It involved landing a job at The SPCA of Texas, gaining a lot of experience, helping thousands of animals, and making wonderful friends. It involved becoming frustrated about not being able to land a job at a vet clinic to work with a veterinarian, which I needed in order to apply to vet school (vet school truly never left my mind). It involved enrolling in veterinary technology courses and becoming a registered vet tech in hopes that it would help me be hired by a vet clinic. It involved being forced to grow up thanks to not having days off because I worked from Friday through Sunday and then went to school from Monday through Thursday. It involved finally getting that previously elusive vet clinic job where I learned so much more than I could have ever learned in a classroom and made even more awesome friends. It involved my little family of creatures growing to include more than my beloved old Canelo Dog. It involved becoming a vegetarian, which is one of the best decisions I have ever made in my lifetime. It involved being treated like crap by people I worked with and learning how to deal with people not liking me. It involved finally meeting the love of my life and falling deeply in love with him almost immediately. Of course, it involved eventually applying to vet school and being admitted.
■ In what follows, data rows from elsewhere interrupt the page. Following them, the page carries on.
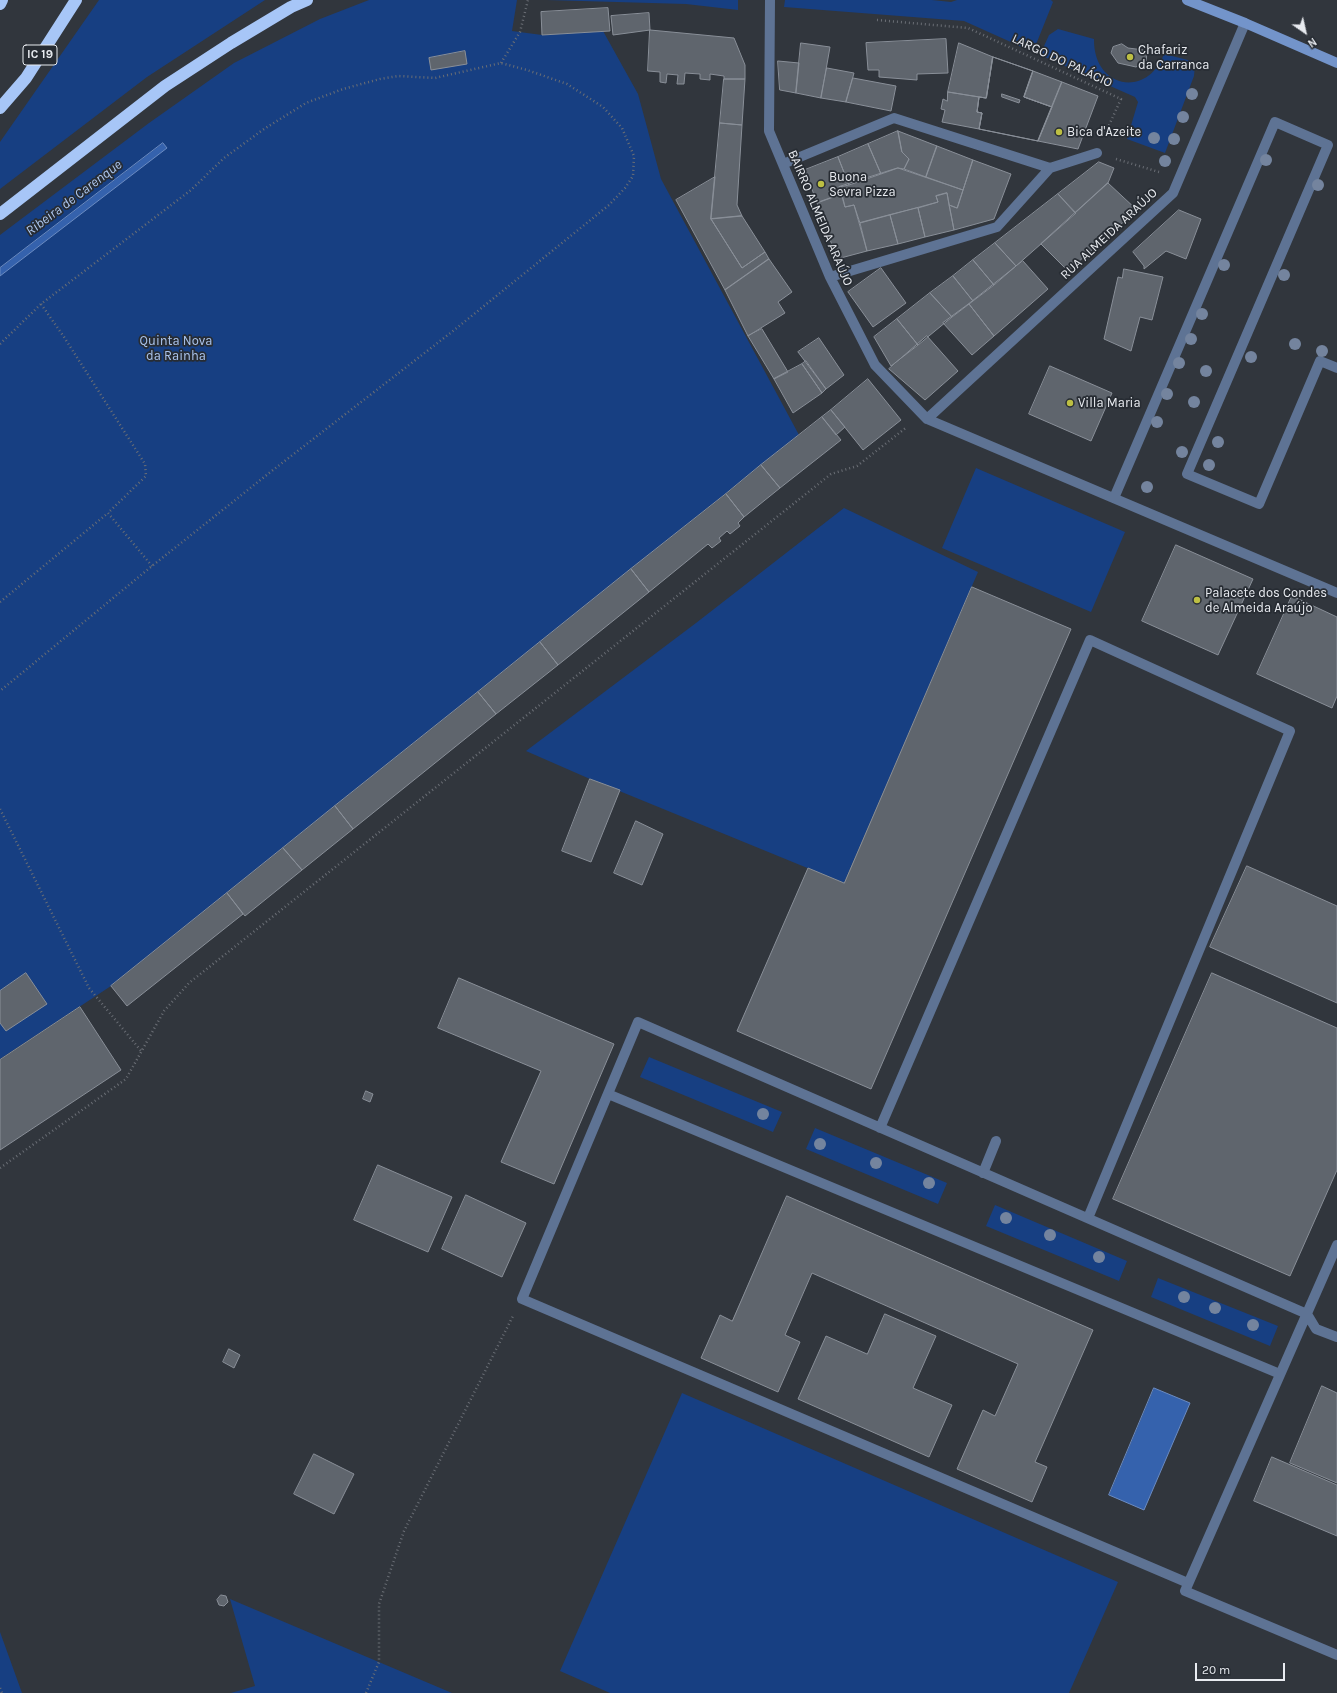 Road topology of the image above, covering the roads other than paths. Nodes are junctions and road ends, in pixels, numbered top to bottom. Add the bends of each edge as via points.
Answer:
1 (2, 0) edge
2 (76, 0) edge
3 (307, 0) edge
4 (770, 0) edge
5 (1187, 0) edge
6 (0, 4) edge
7 (1245, 23) junction
8 (1337, 63) edge
9 (0, 108) edge
10 (1333, 147) edge
11 (1097, 153) road end
12 (783, 164) junction
13 (1050, 168) junction
14 (0, 214) edge
15 (830, 277) junction
16 (1337, 368) edge
17 (927, 419) junction
18 (1114, 498) junction
19 (1337, 593) edge
20 (608, 1094) junction
21 (880, 1128) junction
22 (996, 1141) dead end
23 (983, 1173) junction
24 (1088, 1218) junction
25 (1337, 1245) edge
26 (1306, 1314) junction
27 (1337, 1337) edge
28 (1280, 1374) junction
29 (1188, 1583) junction
30 (1337, 1655) edge

1 - 6 highway
2 - 9 highway, IC 19 via 26,78
3 - 14 highway via 231,43 165,86
4 - 12 street, BAIRRO ALMEIDA ARAÚJO via 768,131
5 - 7 street
7 - 8 street
7 - 17 street, RUA ALMEIDA ARAÚJO via 1173,193
10 - 16 street via 1187,474 1259,504 1320,361
10 - 18 street via 1275,122
11 - 13 street
12 - 13 street via 894,118
12 - 15 street, BAIRRO ALMEIDA ARAÚJO
13 - 15 street via 997,226
15 - 17 street, BAIRRO ALMEIDA ARAÚJO via 875,365
17 - 18 street
18 - 19 street
20 - 21 street via 638,1022
20 - 28 street
20 - 29 street via 522,1299
21 - 23 street
21 - 24 street via 1090,640 1290,731
22 - 23 street
23 - 24 street
24 - 26 street
25 - 26 street
26 - 27 street via 1316,1329
26 - 28 street
28 - 29 street
29 - 30 street via 1185,1591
So here I am. Back in College Station, back at A&M, back at the SCC, but an entirely different person than I was all those years ago...

Little Daisy. Little hopeful twenty year-old Daisy, you've done well. Back then, you didn't doubt that the future would be bright and exciting for you. Don't you start doing so now. You've grown up and added some years to your age now. You aren't so naive anymore, but you must keep believing in yourself. Just look how far you've come and everything you have already accomplished! You are well on your way, girl. Be proud, be confident, stay focused, and don't you ever lose that love. Love for others, love for what you do, and love for life. An even brighter future lies ahead for you, princess, and you deserve it.

Sunday, November 20, 2011

Once again, a happy daisy

I can't even tell how happy I am after having my family and Dustin visit me this weekend. They are all on their way home now, but my family will be back in just a few days for Thanksgiving. I decided to stay in town to get some studying done during the break, so they're coming here instead. Actually, my Dad and brother would've made the trip anyway because they're going to the football game against the Longhorns, but Mom decided to join them so that I can have myself a (vegetarian) Thanksgiving meal even though I will not be going home.

I feel so ready to take on these last few weeks of school, to start preparing to kick these final exams in the ass. I hope the weather stays pleasant, that my spirits remain high, that if I get sick it's not severe, and that my brain keeps chuggin' along.

Less than three weeks to go...

Wednesday, November 16, 2011

Countdown!

I forgot to post about it...

22 days til freedom!

I will be 1/8th of the way towards becoming a veterinarian. I feel a happy dance coming on...

Study break post.

I am listening to Dr. Dog right now and it has me in the greatest of moods!

Earlier this afternoon, I called that crazy (awesome) woman who just so happens to be my mother to say hello. Talking to her helped my mood as well.

Also, Erica, who I met years ago when we were both undergrads at A&M texted me tonight and invited me to do some Zumba with her. Sounds like so much fun, I have been wanting to try it for quite a while. Unfortunately, with finals just around the corner and two exams on Friday, I had to decline. Next semester, though! She said the invitation will remain open. :)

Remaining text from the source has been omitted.